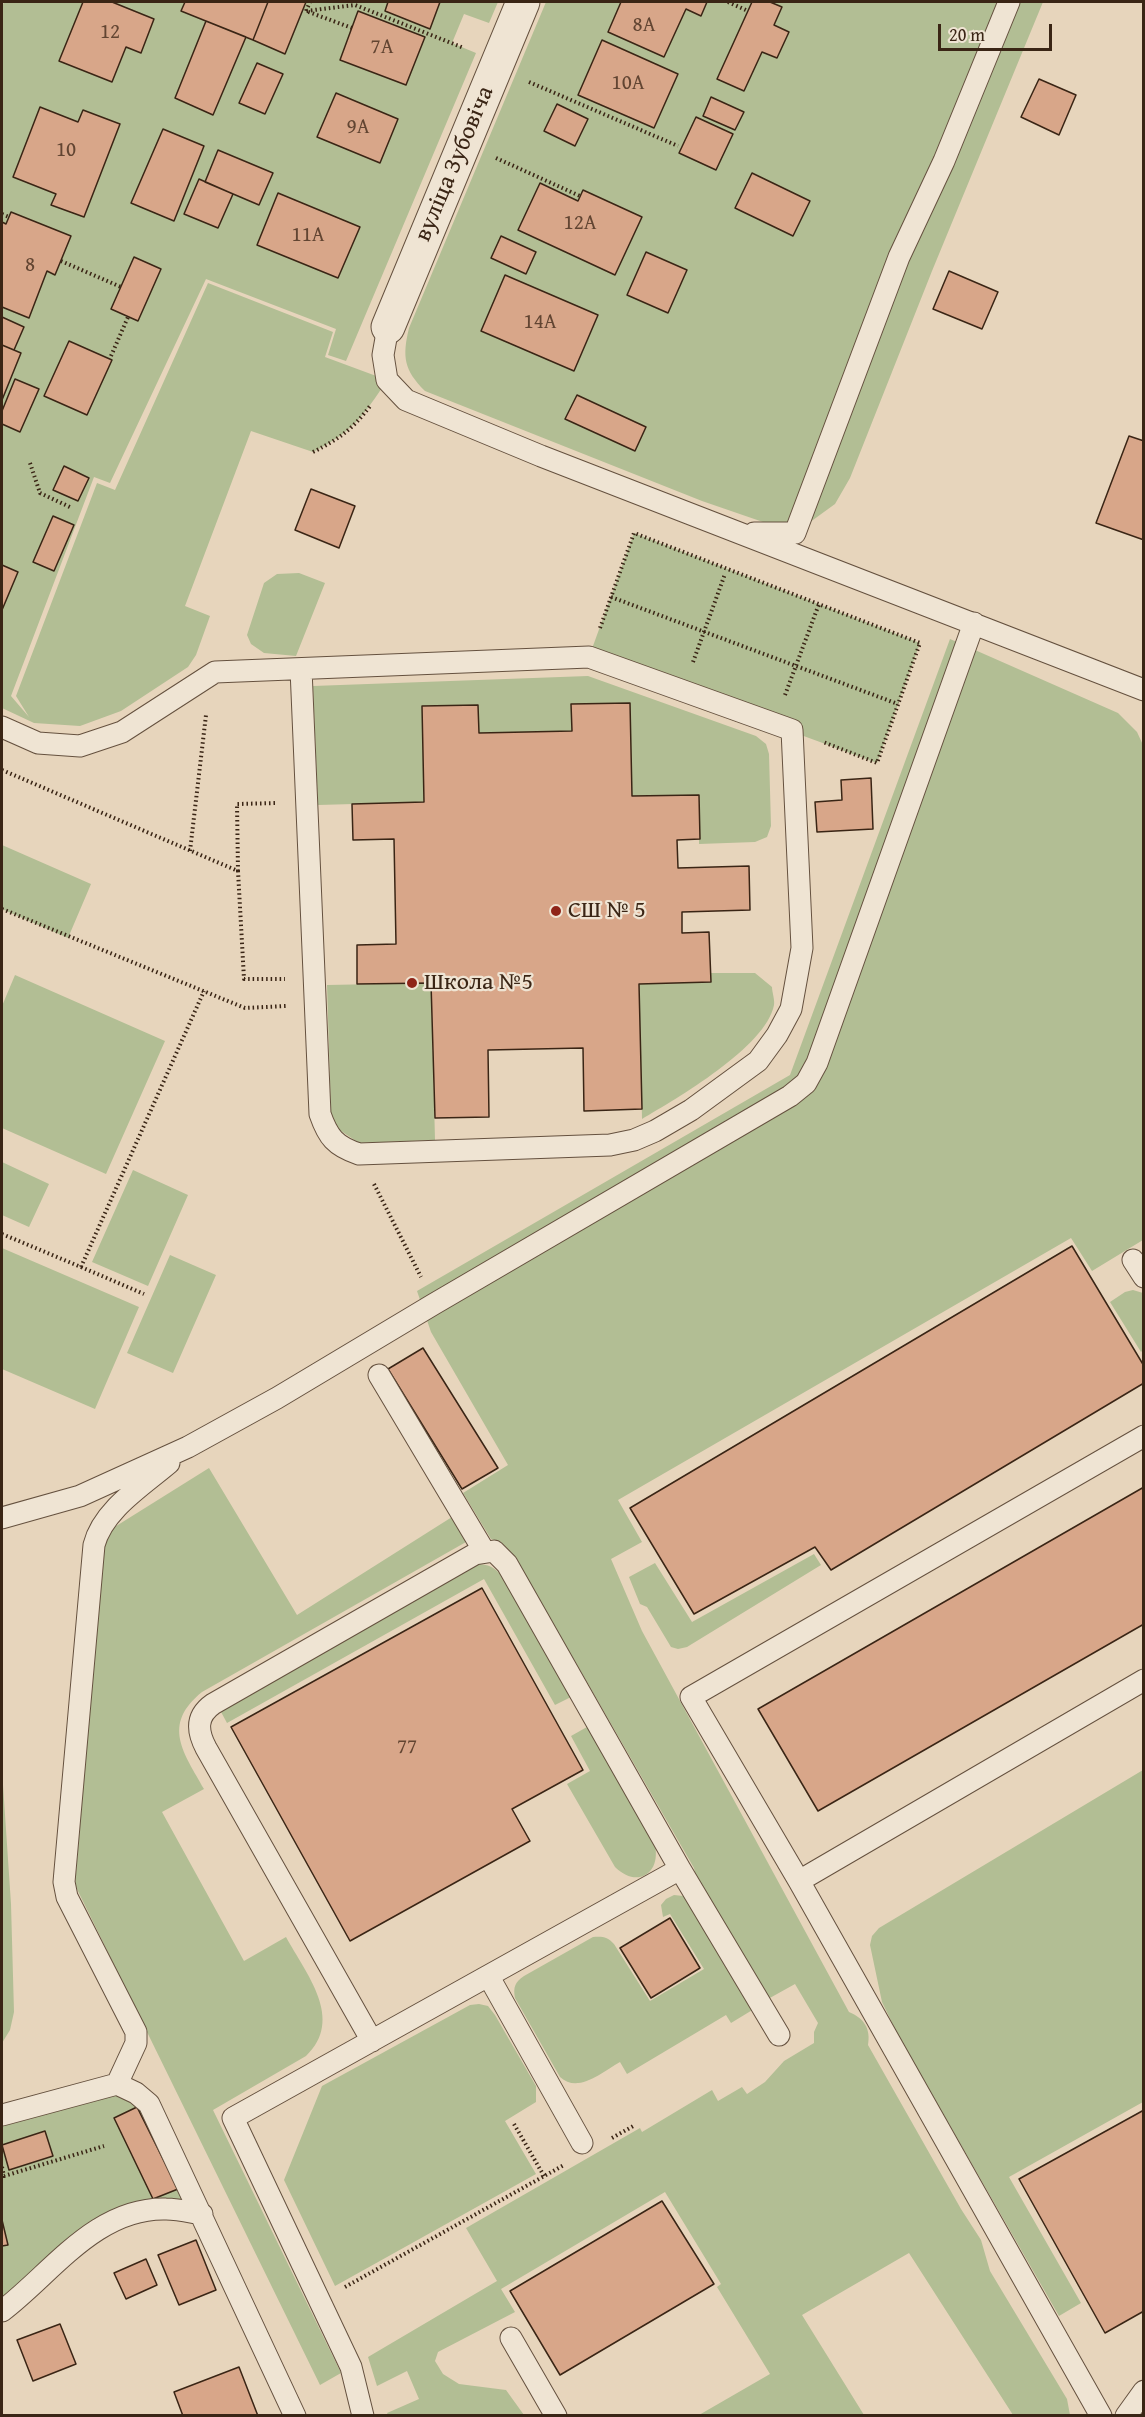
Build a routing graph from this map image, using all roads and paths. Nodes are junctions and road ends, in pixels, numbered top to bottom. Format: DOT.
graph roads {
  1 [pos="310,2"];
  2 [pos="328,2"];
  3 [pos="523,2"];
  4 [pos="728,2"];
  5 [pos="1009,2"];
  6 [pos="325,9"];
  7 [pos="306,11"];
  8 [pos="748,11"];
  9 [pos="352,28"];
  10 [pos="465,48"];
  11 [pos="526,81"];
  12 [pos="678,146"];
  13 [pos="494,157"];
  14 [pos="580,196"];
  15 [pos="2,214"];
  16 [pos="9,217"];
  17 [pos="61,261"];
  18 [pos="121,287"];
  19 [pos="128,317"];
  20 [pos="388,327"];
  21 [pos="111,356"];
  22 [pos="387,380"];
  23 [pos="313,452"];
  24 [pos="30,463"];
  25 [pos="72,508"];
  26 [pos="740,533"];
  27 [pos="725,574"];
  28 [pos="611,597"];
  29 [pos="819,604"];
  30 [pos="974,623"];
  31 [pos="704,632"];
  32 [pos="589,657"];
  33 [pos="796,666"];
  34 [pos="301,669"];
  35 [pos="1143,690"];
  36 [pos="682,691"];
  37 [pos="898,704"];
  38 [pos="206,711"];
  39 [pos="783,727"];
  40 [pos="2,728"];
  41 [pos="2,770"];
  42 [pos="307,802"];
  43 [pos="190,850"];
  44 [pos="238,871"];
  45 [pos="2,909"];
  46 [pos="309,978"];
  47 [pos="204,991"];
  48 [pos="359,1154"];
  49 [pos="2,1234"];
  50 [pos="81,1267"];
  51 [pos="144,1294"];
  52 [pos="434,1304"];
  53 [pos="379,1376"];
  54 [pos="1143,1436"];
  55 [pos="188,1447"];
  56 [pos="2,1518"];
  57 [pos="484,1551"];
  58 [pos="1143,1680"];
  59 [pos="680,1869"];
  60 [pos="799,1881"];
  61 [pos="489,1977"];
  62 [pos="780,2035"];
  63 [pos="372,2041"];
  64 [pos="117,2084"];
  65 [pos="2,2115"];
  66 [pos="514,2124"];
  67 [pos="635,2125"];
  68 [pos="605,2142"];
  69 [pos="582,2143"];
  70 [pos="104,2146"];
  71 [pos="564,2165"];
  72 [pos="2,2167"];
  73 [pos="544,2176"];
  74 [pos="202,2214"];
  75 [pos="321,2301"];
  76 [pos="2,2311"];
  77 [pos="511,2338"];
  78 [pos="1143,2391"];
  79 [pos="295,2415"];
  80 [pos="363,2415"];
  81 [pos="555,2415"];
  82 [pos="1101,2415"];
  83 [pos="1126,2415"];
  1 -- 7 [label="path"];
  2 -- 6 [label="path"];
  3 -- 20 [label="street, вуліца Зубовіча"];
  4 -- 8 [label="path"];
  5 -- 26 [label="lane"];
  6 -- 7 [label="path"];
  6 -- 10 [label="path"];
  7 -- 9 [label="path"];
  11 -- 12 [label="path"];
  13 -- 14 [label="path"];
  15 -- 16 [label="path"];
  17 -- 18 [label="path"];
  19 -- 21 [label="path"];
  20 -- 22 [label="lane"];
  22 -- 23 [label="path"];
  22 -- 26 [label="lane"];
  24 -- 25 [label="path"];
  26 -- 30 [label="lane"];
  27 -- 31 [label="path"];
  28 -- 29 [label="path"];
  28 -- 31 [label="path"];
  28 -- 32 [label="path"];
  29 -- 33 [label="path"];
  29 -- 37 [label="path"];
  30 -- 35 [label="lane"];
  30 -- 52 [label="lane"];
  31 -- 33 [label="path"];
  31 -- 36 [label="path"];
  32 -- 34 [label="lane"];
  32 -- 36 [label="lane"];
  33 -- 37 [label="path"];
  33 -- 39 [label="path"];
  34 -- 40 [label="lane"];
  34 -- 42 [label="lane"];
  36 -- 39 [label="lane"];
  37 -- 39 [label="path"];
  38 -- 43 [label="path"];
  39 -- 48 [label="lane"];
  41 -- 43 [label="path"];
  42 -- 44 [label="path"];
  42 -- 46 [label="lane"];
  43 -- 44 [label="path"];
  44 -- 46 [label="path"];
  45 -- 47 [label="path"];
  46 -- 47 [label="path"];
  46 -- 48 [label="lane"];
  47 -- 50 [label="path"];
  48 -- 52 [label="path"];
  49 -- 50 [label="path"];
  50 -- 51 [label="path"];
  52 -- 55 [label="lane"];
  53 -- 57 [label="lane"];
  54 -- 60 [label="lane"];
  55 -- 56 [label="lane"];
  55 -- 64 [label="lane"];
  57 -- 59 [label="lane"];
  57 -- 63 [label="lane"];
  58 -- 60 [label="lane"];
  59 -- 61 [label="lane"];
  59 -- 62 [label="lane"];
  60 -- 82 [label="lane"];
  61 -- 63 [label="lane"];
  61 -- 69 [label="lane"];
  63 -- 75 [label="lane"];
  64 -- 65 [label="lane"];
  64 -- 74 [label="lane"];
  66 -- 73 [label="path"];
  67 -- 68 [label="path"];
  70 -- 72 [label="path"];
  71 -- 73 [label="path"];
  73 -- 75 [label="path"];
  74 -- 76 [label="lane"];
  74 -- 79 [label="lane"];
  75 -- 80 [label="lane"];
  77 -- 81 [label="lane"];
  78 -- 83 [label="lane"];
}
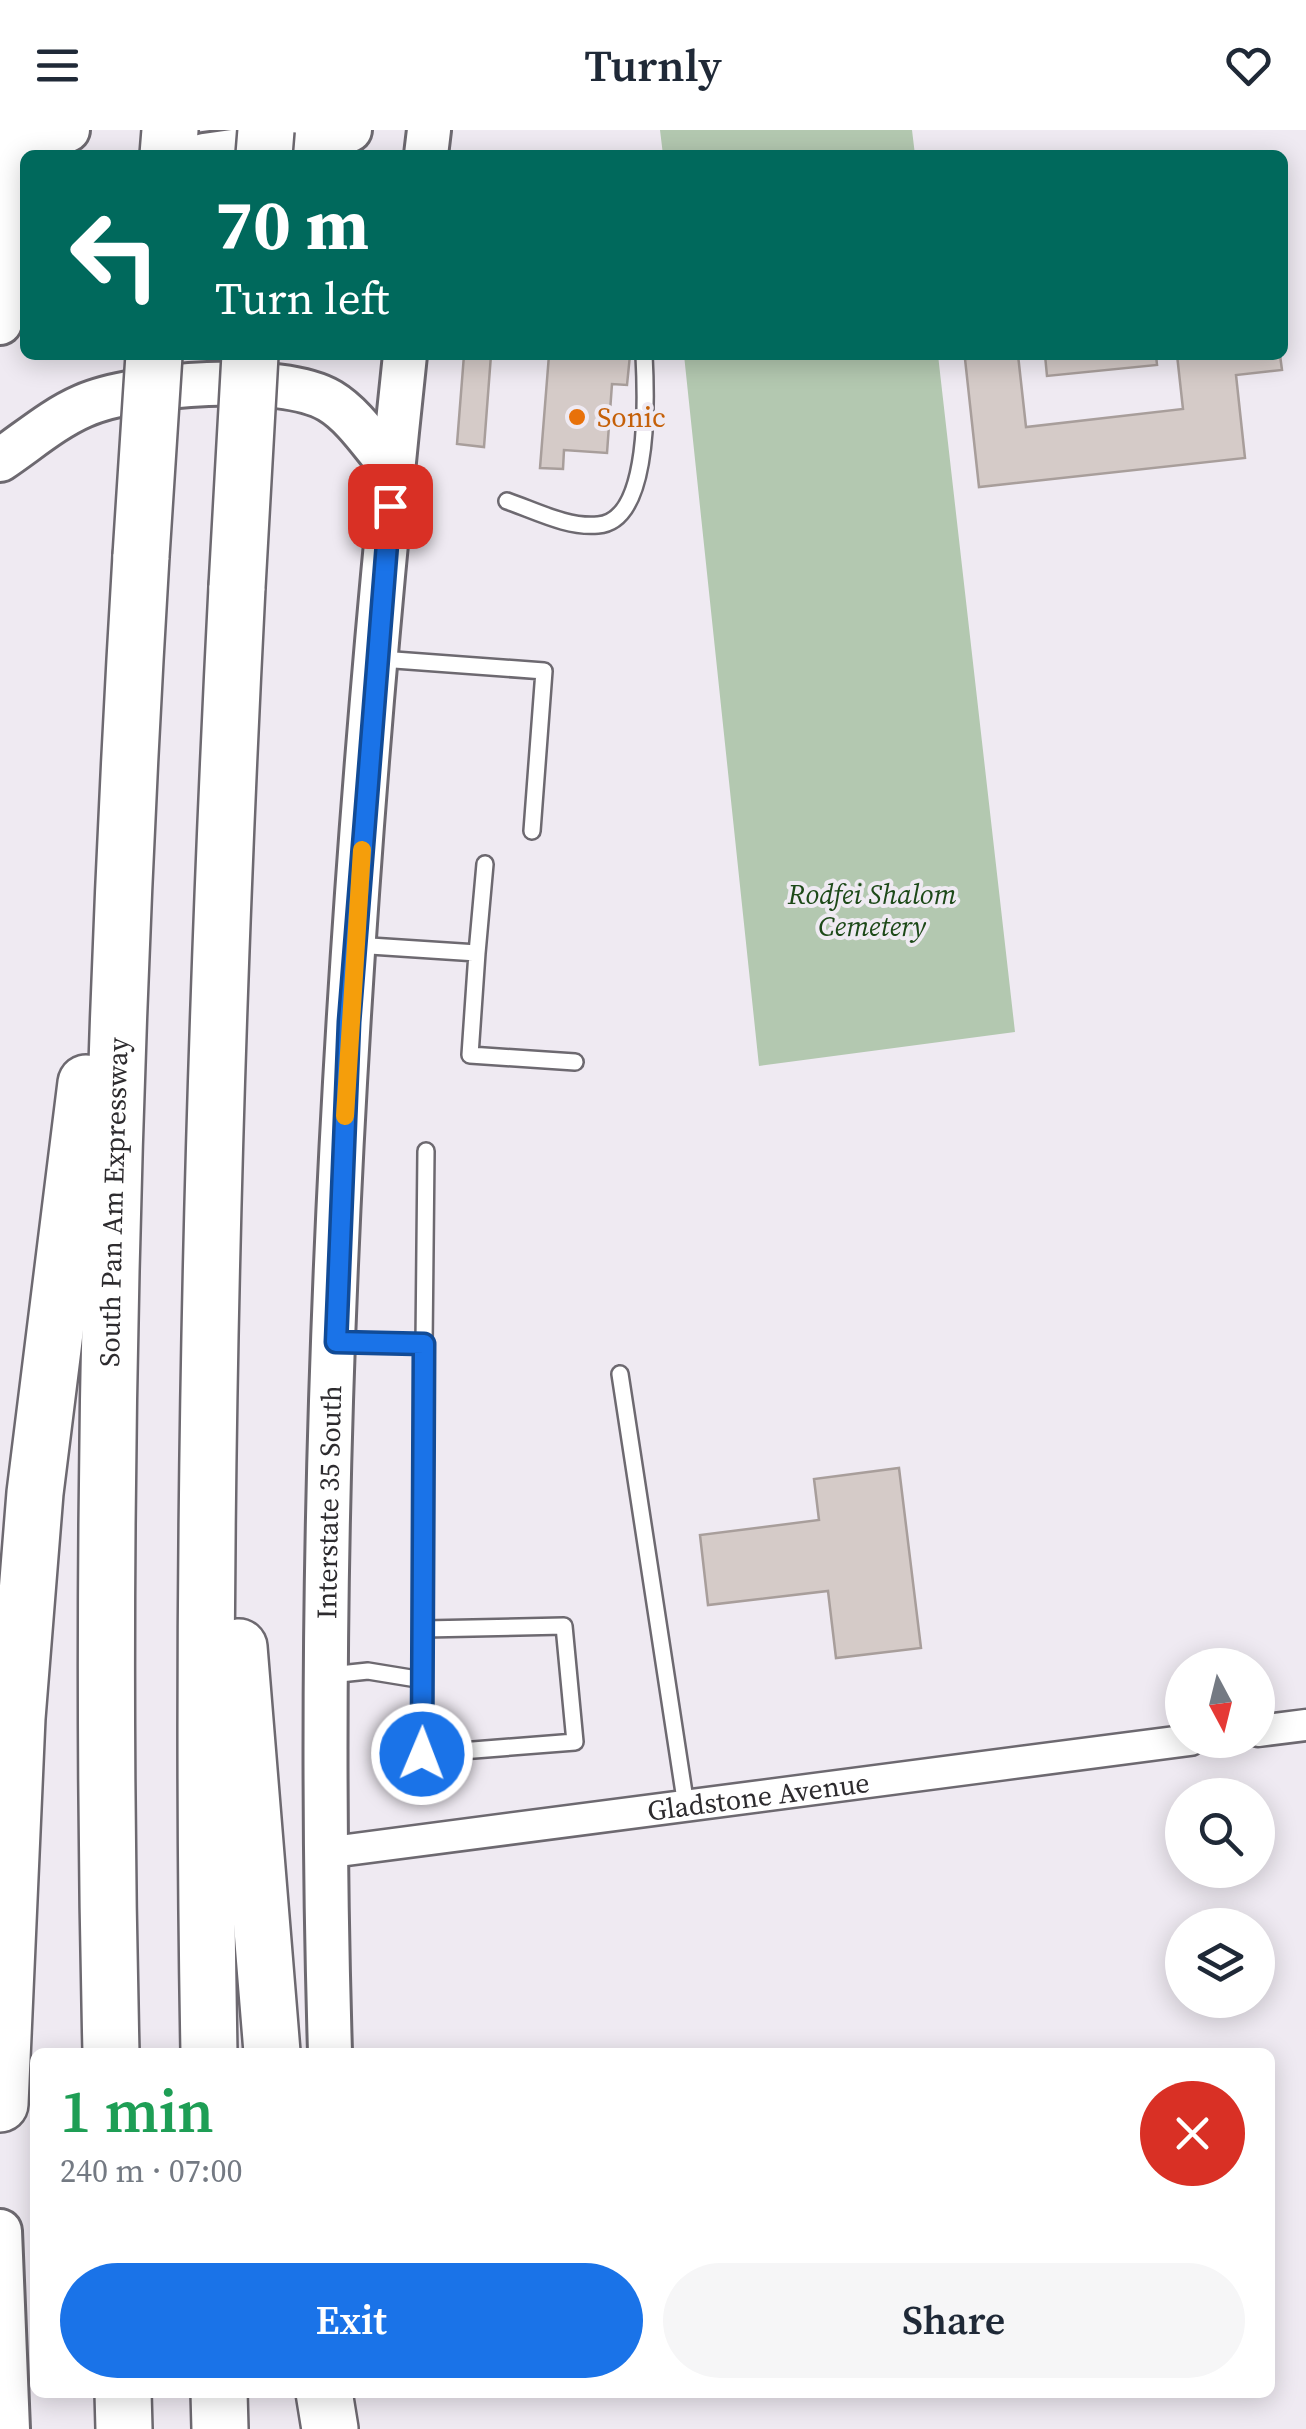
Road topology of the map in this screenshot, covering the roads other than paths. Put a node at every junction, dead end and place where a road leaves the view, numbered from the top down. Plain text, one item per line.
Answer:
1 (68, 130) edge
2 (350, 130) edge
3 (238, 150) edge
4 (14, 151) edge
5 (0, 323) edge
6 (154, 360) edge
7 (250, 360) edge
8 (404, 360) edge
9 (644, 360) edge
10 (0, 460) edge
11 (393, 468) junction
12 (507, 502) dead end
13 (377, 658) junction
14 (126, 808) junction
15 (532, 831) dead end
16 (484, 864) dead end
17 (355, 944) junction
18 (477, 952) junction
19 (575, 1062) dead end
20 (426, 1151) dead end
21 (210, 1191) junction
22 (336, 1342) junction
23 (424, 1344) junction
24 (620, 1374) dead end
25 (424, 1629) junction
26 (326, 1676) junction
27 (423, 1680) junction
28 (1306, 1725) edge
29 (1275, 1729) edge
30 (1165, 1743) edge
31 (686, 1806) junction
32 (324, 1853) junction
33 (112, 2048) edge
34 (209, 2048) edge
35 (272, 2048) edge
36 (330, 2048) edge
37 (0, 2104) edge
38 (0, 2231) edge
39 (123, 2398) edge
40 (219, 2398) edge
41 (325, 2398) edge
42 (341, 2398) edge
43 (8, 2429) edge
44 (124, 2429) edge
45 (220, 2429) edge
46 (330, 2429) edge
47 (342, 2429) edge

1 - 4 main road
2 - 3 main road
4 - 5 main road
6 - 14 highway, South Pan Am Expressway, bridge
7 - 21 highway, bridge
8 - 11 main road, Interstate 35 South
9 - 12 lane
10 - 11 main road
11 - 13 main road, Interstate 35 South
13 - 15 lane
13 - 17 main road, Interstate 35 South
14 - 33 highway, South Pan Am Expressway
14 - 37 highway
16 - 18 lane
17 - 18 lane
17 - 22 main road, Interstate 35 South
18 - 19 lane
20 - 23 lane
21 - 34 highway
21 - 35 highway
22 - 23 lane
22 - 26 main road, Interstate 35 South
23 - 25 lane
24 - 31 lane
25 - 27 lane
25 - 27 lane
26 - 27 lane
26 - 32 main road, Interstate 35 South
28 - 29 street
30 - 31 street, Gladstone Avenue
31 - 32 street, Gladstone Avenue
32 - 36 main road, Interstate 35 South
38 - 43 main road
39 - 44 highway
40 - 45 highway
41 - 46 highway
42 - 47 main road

WORK INSTRUCTIONS
Wherever a line above contains "street", copy that line.

EXPECTED OUTPUT
  3 -- 20 [label="street, вуліца Зубовіча"];
28 - 29 street
30 - 31 street, Gladstone Avenue
31 - 32 street, Gladstone Avenue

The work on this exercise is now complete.